I wonder how different my life could have been if I'd been diagnosed as a child, but reading this I'm not sure I would have gotten the support I needed to make much of a difference.
I was diagnosed with disleksia in the 70s. Based on the amount of "help" I got with that, I don't think being diagnosed with ADHD when I was a child would have helped me all that much.
This is going to sound ridiculous. But getting diagnosed was possibly the happiest day of my life. Knowing why I do(or don't do) the things I do (or forget to do) has left me on a high. I feel like running around singing "I'm not crap ! I'm not crap! I just have a thing".

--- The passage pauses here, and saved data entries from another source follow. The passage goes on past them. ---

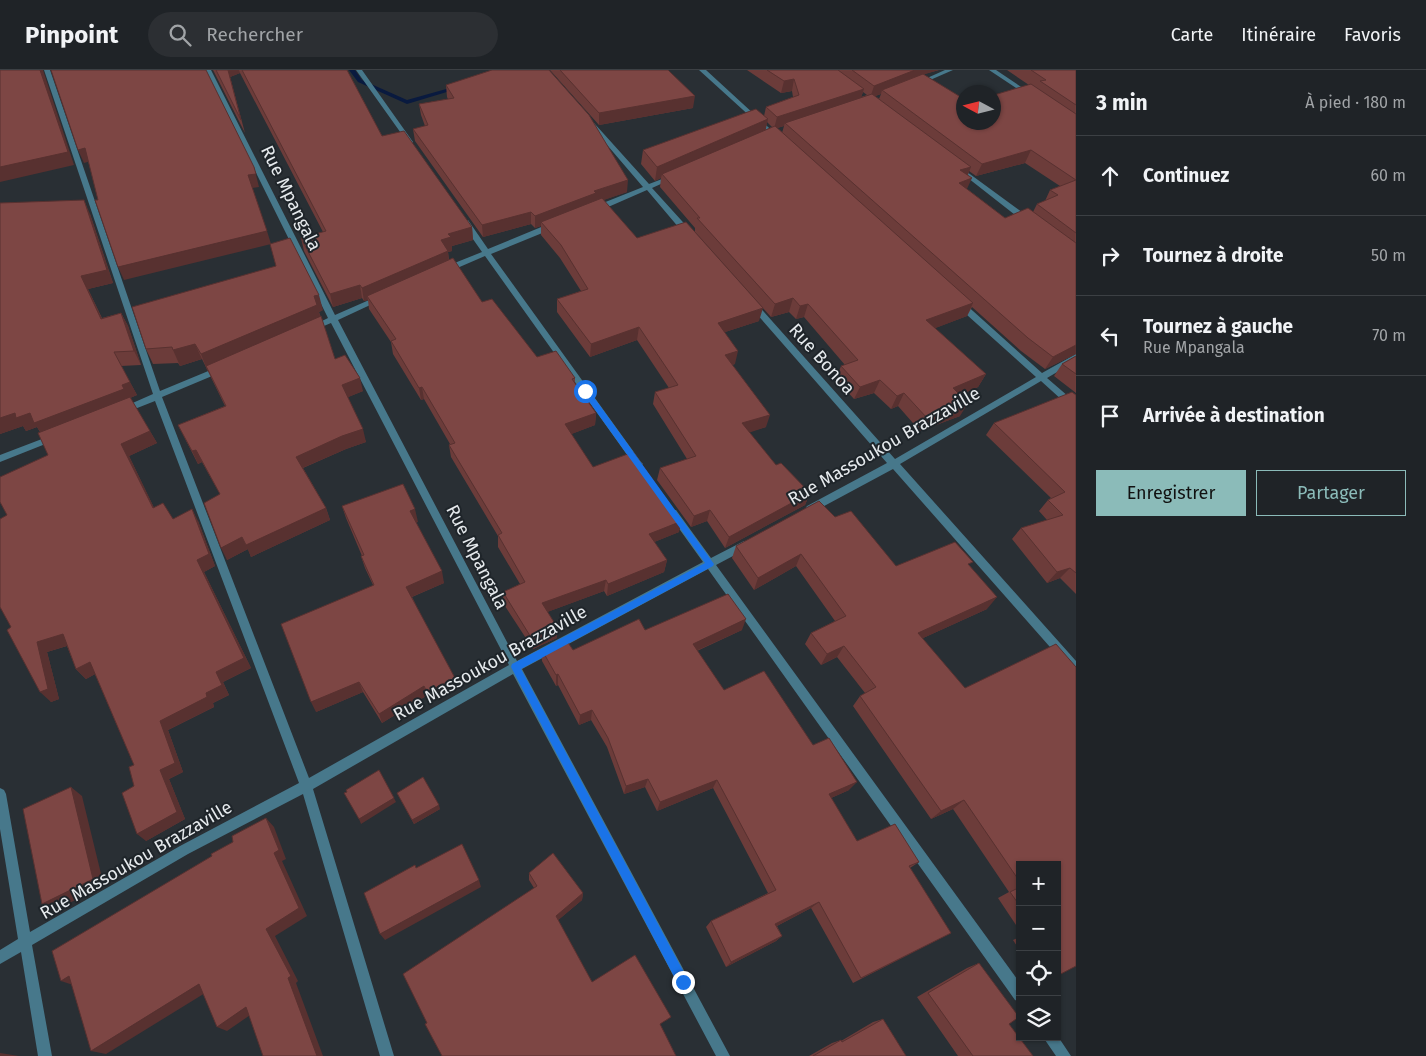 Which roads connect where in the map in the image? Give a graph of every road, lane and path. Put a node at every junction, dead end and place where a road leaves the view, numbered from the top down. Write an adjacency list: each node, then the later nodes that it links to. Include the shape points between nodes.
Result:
1 (47, 70): 33 (street)
2 (208, 70): 28 (street, Rue Mpangala)
3 (359, 70): 14 (street)
4 (702, 70): 11 (street)
5 (950, 70): 7 (street)
6 (992, 70): 8 (street)
7 (911, 86)
8 (1038, 101)
9 (583, 114): 17 (street)
10 (781, 131): 11 (street)
11 (772, 134): 12 (street); 13 (street)
12 (764, 138)
13 (787, 147)
14 (415, 149)
15 (957, 168): 21 (street)
16 (684, 172): 17 (street)
17 (648, 188): 19 (street); 22 (street)
18 (459, 213): 23 (street)
19 (585, 213)
20 (558, 224): 23 (street)
21 (1036, 227)
22 (692, 237)
23 (487, 252): 24 (street); 39 (street)
24 (433, 276)
25 (387, 296): 28 (street)
26 (953, 298): 32 (street)
27 (748, 300): 38 (street, Rue Bonoa)
28 (333, 319): 29 (street); 44 (street, Rue Mpangala)
29 (300, 334)
30 (1076, 357): 32 (street, Rue Massoukou Brazzaville)
31 (225, 367): 33 (street)
32 (1040, 376): 34 (street); 38 (street, Rue Massoukou Brazzaville)
33 (158, 397): 35 (street); 46 (street)
34 (1076, 408)
35 (111, 415)
36 (65, 433): 37 (street)
37 (0, 459)
38 (893, 464): 41 (street, Rue Massoukou Brazzaville); 45 (street, Rue Bonoa)
39 (642, 470)
40 (665, 501): 43 (street)
41 (797, 516)
42 (754, 540): 43 (street, Rue Massoukou Brazzaville)
43 (710, 564): 44 (street, Rue Massoukou Brazzaville); 50 (street)
44 (515, 667): 46 (street, Rue Massoukou Brazzaville); 54 (street, Rue Mpangala)
45 (1076, 669)
46 (306, 786): 48 (street, Rue Massoukou Brazzaville, via 184,850); 53 (street)
47 (0, 794): 48 (street)
48 (26, 943): 49 (street, Rue Massoukou Brazzaville); 52 (street)
49 (0, 958)
50 (1016, 989)
51 (1053, 1041): 55 (street)
52 (45, 1056)
53 (388, 1056)
54 (724, 1056)
55 (1064, 1056)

Now I know what it is, I can use all these stratagies I've found and set myself up to avoid the pitfalls. Although thanks to Brexit causing hyper focus... the number one strategy ATM is DH & DS running off with my iPad and claiming I told them to do it. Which I may have done. But now wish to retract as a command.
Bit worried about my ability to bring the hyper focus under control if I stick to a no meds route. The thing is, I like it. I have very little motivation to curtail it and bring it back under control. Because I've always thought of it as some odd superpower I got by mistake and I don't want to give it up. Even if intellectually I know it makes more sense for me to be more moderate in my approach to things I want to learn, read, make or do, I really really like how hyper focus feels. And I really, really like how not fighting it gets me out of all the mundane stuff I really really struggle to do. Because I wander off in the middle because I got an idea and went to get something then forgot why I was there and started doing something else.
Hyper focus feels like winning. Mundane stuff is a long miserable, losing race in the hills of "I am really crap at this".
I may need to re-think the no meds situation if I can't get a handle on that bit this summer. I have an appointment in September where I report back on how well the introduction of ADHD friendly coping stratagies is going. I don't think "There is an iPost shaped hollow in the sofa cos I've sat there for months reading all things Brexit" is going to impress the psych all that much.